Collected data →

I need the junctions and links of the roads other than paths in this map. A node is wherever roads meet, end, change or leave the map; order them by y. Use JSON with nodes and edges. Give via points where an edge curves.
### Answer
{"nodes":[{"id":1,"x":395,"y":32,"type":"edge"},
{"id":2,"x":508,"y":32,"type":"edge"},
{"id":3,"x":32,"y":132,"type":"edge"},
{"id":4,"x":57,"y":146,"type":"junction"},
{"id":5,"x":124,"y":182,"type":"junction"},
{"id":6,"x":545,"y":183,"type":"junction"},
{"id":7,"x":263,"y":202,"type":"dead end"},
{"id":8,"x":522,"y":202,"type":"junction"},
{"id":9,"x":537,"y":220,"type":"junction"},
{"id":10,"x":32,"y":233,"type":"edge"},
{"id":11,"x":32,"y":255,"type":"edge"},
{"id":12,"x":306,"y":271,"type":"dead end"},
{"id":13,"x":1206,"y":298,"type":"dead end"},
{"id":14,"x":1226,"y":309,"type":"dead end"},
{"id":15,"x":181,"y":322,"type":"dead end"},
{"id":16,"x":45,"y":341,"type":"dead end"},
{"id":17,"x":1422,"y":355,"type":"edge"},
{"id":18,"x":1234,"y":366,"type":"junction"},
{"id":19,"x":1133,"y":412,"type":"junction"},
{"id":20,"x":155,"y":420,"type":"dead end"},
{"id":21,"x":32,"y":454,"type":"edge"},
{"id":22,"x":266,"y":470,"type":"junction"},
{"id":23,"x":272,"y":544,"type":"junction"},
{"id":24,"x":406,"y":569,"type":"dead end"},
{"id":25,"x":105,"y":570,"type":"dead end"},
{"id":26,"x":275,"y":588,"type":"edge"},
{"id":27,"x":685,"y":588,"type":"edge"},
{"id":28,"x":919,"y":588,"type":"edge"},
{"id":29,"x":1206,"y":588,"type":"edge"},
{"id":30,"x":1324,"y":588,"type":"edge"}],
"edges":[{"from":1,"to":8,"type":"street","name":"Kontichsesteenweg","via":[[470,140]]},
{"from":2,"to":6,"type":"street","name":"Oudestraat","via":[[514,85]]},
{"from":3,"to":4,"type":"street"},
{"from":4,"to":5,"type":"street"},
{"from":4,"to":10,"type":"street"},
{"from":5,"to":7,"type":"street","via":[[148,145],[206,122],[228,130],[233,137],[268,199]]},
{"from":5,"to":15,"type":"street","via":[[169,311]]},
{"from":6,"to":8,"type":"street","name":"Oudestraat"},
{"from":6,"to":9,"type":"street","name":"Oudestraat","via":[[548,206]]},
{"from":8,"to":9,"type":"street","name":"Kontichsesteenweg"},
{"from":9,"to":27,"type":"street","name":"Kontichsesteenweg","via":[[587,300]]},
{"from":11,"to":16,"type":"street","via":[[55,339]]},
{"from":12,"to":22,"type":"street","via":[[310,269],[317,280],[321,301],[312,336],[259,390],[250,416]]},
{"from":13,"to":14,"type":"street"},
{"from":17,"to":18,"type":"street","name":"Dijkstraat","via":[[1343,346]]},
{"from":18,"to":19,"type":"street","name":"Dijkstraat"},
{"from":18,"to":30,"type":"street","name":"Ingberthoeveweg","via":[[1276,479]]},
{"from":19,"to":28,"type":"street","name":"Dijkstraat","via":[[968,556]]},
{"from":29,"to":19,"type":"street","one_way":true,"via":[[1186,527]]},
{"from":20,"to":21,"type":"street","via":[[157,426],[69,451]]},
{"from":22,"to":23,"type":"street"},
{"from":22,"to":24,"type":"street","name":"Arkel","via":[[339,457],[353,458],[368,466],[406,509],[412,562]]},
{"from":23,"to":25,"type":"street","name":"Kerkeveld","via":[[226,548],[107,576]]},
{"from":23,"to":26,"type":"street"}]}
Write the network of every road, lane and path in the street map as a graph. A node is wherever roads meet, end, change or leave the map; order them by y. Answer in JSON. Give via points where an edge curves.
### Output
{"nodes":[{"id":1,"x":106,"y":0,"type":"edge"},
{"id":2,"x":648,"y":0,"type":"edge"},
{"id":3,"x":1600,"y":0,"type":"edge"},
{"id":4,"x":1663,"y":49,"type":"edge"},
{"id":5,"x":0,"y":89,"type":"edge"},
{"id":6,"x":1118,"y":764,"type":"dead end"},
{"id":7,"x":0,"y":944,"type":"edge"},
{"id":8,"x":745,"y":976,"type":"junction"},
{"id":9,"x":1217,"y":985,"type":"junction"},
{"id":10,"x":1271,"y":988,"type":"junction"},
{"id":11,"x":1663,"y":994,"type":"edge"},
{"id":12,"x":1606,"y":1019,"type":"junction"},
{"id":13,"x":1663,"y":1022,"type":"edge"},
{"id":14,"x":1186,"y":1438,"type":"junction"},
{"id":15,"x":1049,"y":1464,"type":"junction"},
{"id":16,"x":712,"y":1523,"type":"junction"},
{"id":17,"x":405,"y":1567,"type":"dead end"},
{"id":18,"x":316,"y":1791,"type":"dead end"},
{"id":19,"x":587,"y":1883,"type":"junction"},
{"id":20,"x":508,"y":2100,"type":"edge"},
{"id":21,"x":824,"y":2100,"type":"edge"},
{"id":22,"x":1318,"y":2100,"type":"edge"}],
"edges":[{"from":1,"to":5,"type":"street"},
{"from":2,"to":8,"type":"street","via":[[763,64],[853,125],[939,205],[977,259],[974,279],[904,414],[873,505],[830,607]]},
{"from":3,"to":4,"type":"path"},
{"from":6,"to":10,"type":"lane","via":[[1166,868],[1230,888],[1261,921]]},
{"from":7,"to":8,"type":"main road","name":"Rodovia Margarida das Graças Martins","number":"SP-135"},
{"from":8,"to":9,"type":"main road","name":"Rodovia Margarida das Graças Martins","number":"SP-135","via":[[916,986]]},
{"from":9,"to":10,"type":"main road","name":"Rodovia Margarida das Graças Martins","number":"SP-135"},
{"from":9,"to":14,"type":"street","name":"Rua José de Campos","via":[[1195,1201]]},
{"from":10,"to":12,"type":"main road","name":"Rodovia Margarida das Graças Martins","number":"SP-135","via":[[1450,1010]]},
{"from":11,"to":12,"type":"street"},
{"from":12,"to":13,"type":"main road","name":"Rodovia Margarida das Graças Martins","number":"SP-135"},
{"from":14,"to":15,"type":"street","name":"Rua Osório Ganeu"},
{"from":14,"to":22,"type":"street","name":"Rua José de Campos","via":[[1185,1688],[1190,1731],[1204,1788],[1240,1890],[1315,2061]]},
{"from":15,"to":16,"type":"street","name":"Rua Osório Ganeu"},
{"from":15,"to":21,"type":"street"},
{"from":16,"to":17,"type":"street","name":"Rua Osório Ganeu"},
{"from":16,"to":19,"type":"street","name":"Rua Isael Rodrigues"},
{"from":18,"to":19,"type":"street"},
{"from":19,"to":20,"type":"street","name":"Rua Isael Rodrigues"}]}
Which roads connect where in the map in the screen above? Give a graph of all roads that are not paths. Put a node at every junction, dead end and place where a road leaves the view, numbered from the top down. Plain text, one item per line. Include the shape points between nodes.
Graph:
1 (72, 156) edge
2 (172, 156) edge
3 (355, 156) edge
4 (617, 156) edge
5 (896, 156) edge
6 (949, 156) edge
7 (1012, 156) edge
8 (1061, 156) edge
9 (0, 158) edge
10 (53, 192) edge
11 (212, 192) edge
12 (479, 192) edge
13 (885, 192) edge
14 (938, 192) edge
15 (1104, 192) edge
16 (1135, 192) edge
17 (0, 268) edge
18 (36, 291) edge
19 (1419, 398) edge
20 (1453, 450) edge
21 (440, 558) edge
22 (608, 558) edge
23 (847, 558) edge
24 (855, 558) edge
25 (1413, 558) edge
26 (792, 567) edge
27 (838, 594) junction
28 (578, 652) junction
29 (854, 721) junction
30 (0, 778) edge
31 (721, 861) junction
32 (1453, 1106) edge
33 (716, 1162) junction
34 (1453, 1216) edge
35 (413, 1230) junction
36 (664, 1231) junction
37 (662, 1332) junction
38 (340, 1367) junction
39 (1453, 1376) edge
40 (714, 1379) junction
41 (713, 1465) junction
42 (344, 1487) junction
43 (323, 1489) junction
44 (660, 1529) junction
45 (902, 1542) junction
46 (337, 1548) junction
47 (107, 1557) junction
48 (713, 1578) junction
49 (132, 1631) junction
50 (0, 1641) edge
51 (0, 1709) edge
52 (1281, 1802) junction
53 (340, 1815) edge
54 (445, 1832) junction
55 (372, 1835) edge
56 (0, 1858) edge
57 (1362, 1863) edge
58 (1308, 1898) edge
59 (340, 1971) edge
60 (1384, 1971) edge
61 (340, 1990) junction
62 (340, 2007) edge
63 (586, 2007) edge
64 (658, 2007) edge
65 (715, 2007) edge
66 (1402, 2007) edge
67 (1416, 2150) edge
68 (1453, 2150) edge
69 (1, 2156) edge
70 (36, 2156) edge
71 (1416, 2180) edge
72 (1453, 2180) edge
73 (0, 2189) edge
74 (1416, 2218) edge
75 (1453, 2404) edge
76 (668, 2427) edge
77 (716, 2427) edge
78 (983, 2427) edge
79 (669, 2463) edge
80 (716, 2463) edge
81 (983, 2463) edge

Task goal → Whenever a line in the data holds "Isael", copy that line.

Solution for this task →
{"from":16,"to":19,"type":"street","name":"Rua Isael Rodrigues"},
{"from":19,"to":20,"type":"street","name":"Rua Isael Rodrigues"}]}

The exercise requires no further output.